Temuan terbaru dari Survei Usaha Kecil Asia-Pasifik CPA Australia ke-17 memberikan gambaran mendetail tentang kondisi UMKM di negeri ini. Survei yang melibatkan 4.166 usaha kecil di 11 pasar menunjukkan bahwa optimisme di Indonesia lebih tinggi daripada rata-rata Asia-Pasifik. 71 persen pelaku usaha kecil percaya pertumbuhan ekonomi nasional akan lebih baik dibandingkan kawasan sekitarnya, meskipun dunia masih terdampak ketidakpastian global.

Priya Terumalay, Regional Head Asia Tenggara CPA Australia, menegaskan bahwa hasil investasi teknologi yang cepat dan signifikan menjadi faktor utama meningkatkan adopsi digital.

Investasi teknologi menjadi fondasi utama kepercayaan ini. Tahun 2025, 72 persen usaha kecil merasakan dampak positif dari teknologi pada profitabilitas mereka, melebihi rata-rata survei yang hanya 56 persen. Namun, ada sisi lain yang perlu diperhatikan. Fokus penggunaan teknologi masih terbatas pada aspek langsung yang berinteraksi dengan pelanggan, seperti aplikasi seluler dan sistem pembayaran digital.

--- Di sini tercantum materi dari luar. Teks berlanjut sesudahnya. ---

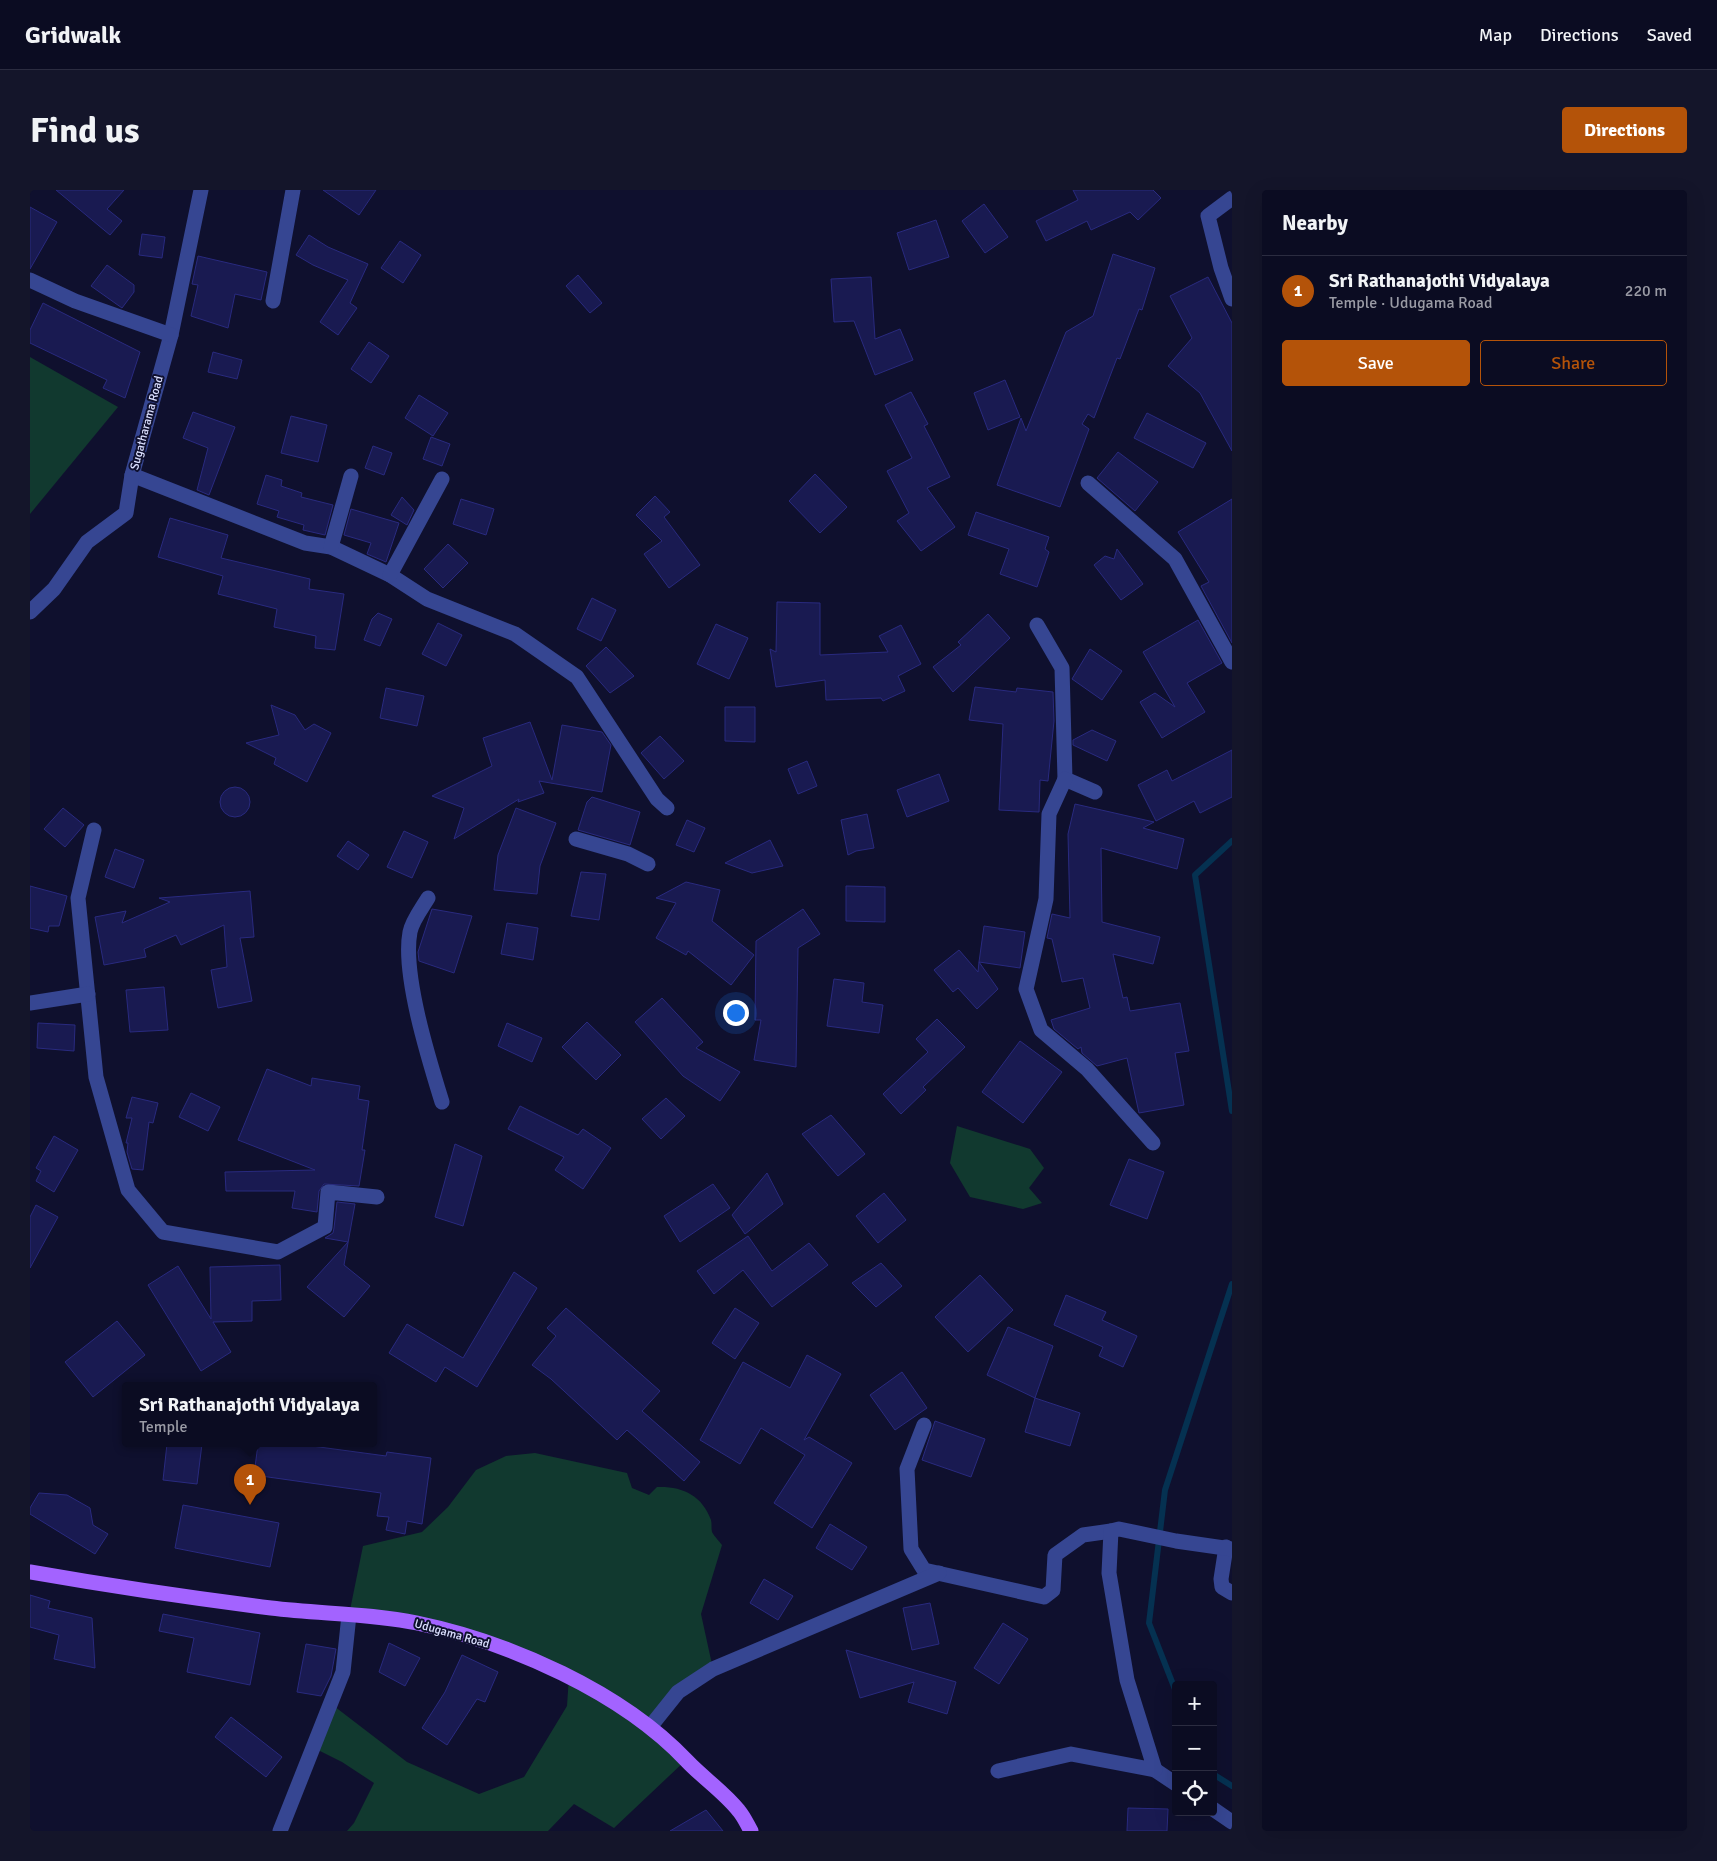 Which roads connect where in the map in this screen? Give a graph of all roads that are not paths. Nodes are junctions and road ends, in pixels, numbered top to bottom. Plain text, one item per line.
1 (202, 190) edge
2 (293, 190) edge
3 (1232, 198) edge
4 (30, 280) edge
5 (1232, 299) edge
6 (273, 301) dead end
7 (171, 335) junction
8 (132, 475) junction
9 (351, 476) dead end
10 (442, 479) dead end
11 (1088, 483) dead end
12 (331, 547) junction
13 (390, 575) junction
14 (30, 612) edge
15 (1038, 625) dead end
16 (1232, 662) edge
17 (1065, 778) junction
18 (1095, 792) dead end
19 (668, 808) dead end
20 (94, 830) dead end
21 (576, 839) dead end
22 (648, 864) dead end
23 (428, 898) dead end
24 (88, 994) junction
25 (30, 1003) edge
26 (442, 1102) dead end
27 (1153, 1143) dead end
28 (376, 1197) dead end
29 (924, 1426) dead end
30 (1115, 1530) junction
31 (1229, 1548) edge
32 (30, 1572) edge
33 (939, 1573) junction
34 (1232, 1593) edge
35 (349, 1615) junction
36 (650, 1727) junction
37 (1155, 1770) junction
38 (998, 1771) dead end
39 (1172, 1781) edge
40 (1217, 1812) edge
41 (1232, 1822) edge
42 (280, 1831) edge
43 (751, 1831) edge

1 - 7 street, Sugatharama Road
2 - 6 street
3 - 5 street
4 - 7 street
7 - 8 street, Sugatharama Road
8 - 12 street, Sugatharama Road
8 - 14 street
9 - 12 street
10 - 13 street
11 - 16 street
12 - 13 street, Sugatharama Road
13 - 19 street, Sugatharama Road
15 - 17 street
17 - 18 street
17 - 27 street
20 - 24 street
21 - 22 street
23 - 26 street
24 - 25 street
24 - 28 street
29 - 33 street
30 - 31 street
30 - 33 street
30 - 37 street
31 - 34 street
32 - 35 main road, Udugama Road
33 - 36 street
35 - 36 main road, Udugama Road
35 - 42 street
36 - 43 main road, Udugama Road
37 - 38 street
37 - 39 street
40 - 41 street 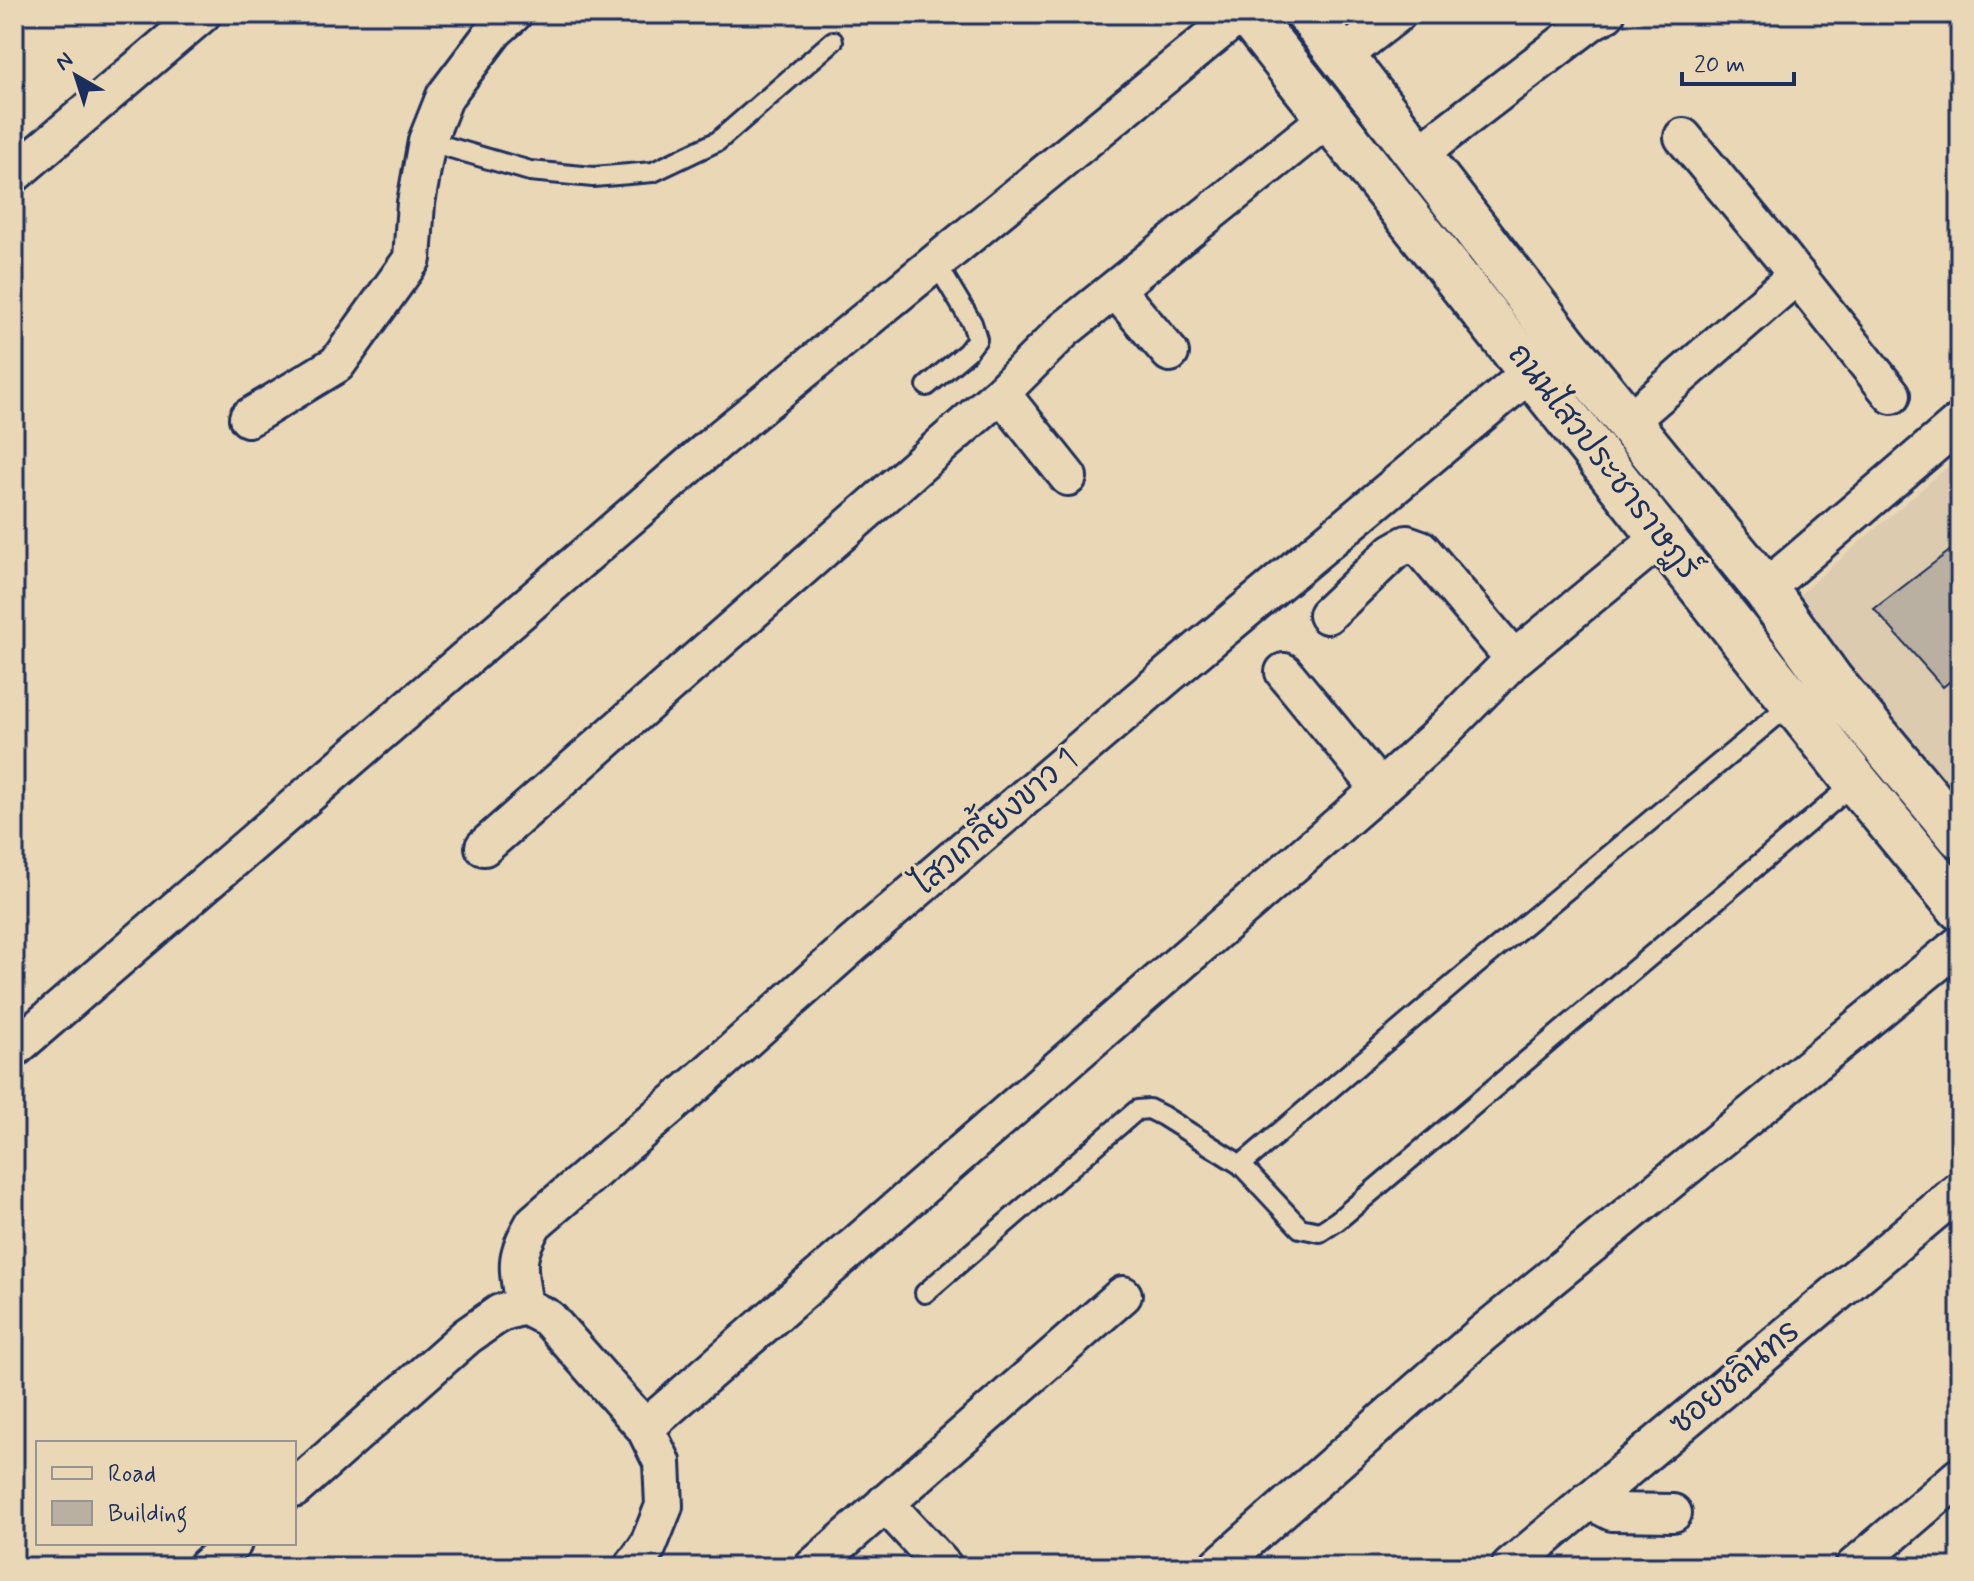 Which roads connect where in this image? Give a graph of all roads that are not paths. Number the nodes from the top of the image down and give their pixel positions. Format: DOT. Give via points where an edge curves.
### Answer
graph roads {
  1 [pos="202,14"];
  2 [pos="513,14"];
  3 [pos="1240,14"];
  4 [pos="1247,14"];
  5 [pos="1309,14"];
  6 [pos="1397,14"];
  7 [pos="1595,16"];
  8 [pos="833,41"];
  9 [pos="1343,56"];
  10 [pos="1329,117"];
  11 [pos="1683,137"];
  12 [pos="427,141"];
  13 [pos="1419,154"];
  14 [pos="14,174"];
  15 [pos="936,263"];
  16 [pos="1797,275"];
  17 [pos="1115,289"];
  18 [pos="1170,353"];
  19 [pos="1531,372"];
  20 [pos="927,386"];
  21 [pos="1001,393"];
  22 [pos="1892,395"];
  23 [pos="248,418"];
  24 [pos="1628,422"];
  25 [pos="1960,422"];
  26 [pos="1068,477"];
  27 [pos="1662,537"];
  28 [pos="1765,589"];
  29 [pos="1327,615"];
  30 [pos="1514,659"];
  31 [pos="1284,672"];
  32 [pos="1793,702"];
  33 [pos="1856,782"];
  34 [pos="1380,789"];
  35 [pos="1960,836"];
  36 [pos="484,847"];
  37 [pos="1960,908"];
  38 [pos="1960,944"];
  39 [pos="14,1049"];
  40 [pos="1241,1165"];
  41 [pos="1960,1190"];
  42 [pos="925,1293"];
  43 [pos="1123,1295"];
  44 [pos="524,1306"];
  45 [pos="645,1428"];
  46 [pos="1960,1476"];
  47 [pos="296,1487"];
  48 [pos="1589,1500"];
  49 [pos="885,1503"];
  50 [pos="1673,1513"];
  51 [pos="231,1545"];
  52 [pos="206,1567"];
  53 [pos="633,1567"];
  54 [pos="813,1567"];
  55 [pos="944,1567"];
  56 [pos="1217,1567"];
  57 [pos="1510,1567"];
  58 [pos="1854,1567"];
  1 -- 14 [label="street"];
  2 -- 12 [label="street" via="445,96"];
  3 -- 15 [label="street"];
  4 -- 10 [label="main road, ถนนไสวประชาราษฎร์"];
  5 -- 9 [label="main road, ถนนไสวประชาราษฎร์"];
  6 -- 9 [label="street"];
  7 -- 13 [label="street"];
  8 -- 12 [label="lane" via="718,141 653,172 593,177 530,171"];
  9 -- 13 [label="main road, ถนนไสวประชาราษฎร์"];
  10 -- 17 [label="street"];
  10 -- 19 [label="main road, ถนนไสวประชาราษฎร์"];
  11 -- 16 [label="street"];
  12 -- 23 [label="street" via="412,259 337,364"];
  13 -- 24 [label="main road, ถนนไสวประชาราษฎร์"];
  15 -- 20 [label="lane" via="977,339"];
  15 -- 39 [label="street" via="708,449"];
  16 -- 22 [label="street"];
  16 -- 24 [label="street"];
  17 -- 18 [label="street"];
  17 -- 21 [label="street" via="1064,330"];
  19 -- 27 [label="main road, ถนนไสวประชาราษฎร์"];
  19 -- 44 [label="street, ไสวเกลี้ยงขาว 1" via="1143,696 534,1223 517,1264"];
  21 -- 26 [label="street"];
  21 -- 36 [label="street"];
  24 -- 28 [label="main road, ถนนไสวประชาราษฎร์"];
  25 -- 28 [label="street"];
  27 -- 30 [label="street"];
  27 -- 32 [label="main road, ถนนไสวประชาราษฎร์"];
  28 -- 35 [label="main road, ถนนไสวประชาราษฎร์" via="1831,681"];
  29 -- 30 [label="street" via="1407,544 1421,549"];
  30 -- 34 [label="street"];
  31 -- 34 [label="street"];
  32 -- 33 [label="main road, ถนนไสวประชาราษฎร์"];
  32 -- 40 [label="lane"];
  33 -- 37 [label="main road, ถนนไสวประชาราษฎร์"];
  33 -- 40 [label="lane" via="1320,1232 1300,1228"];
  34 -- 45 [label="street"];
  38 -- 56 [label="street" via="1482,1334"];
  40 -- 42 [label="lane" via="1163,1116 1137,1110"];
  41 -- 48 [label="street, ซอยชลินทร"];
  43 -- 49 [label="street"];
  44 -- 45 [label="street" via="548,1318"];
  44 -- 47 [label="street" via="500,1313 467,1336"];
  45 -- 53 [label="street" via="662,1462 664,1506"];
  46 -- 58 [label="street"];
  48 -- 50 [label="street" via="1612,1512"];
  48 -- 57 [label="street, ซอยชลินทร"];
  49 -- 54 [label="street"];
  49 -- 55 [label="street"];
  51 -- 52 [label="street"];
}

Sementara itu, tren penggunaan platform digital dan penjualan daring mulai mengalami penurunan. Pada 2025, hanya 69 persen usaha kecil yang menghasilkan lebih dari 10 persen penjualan melalui pembayaran digital, turun dari 74 persen tahun sebelumnya. Penjualan daring juga mengalami penurunan serupa, dari 68 persen menjadi 64 persen. Fenomena ini menunjukkan bahwa digitalisasi tidak selalu berjalan linear, dan pelaku usaha masih menyesuaikan strategi antara kanal daring dan luring.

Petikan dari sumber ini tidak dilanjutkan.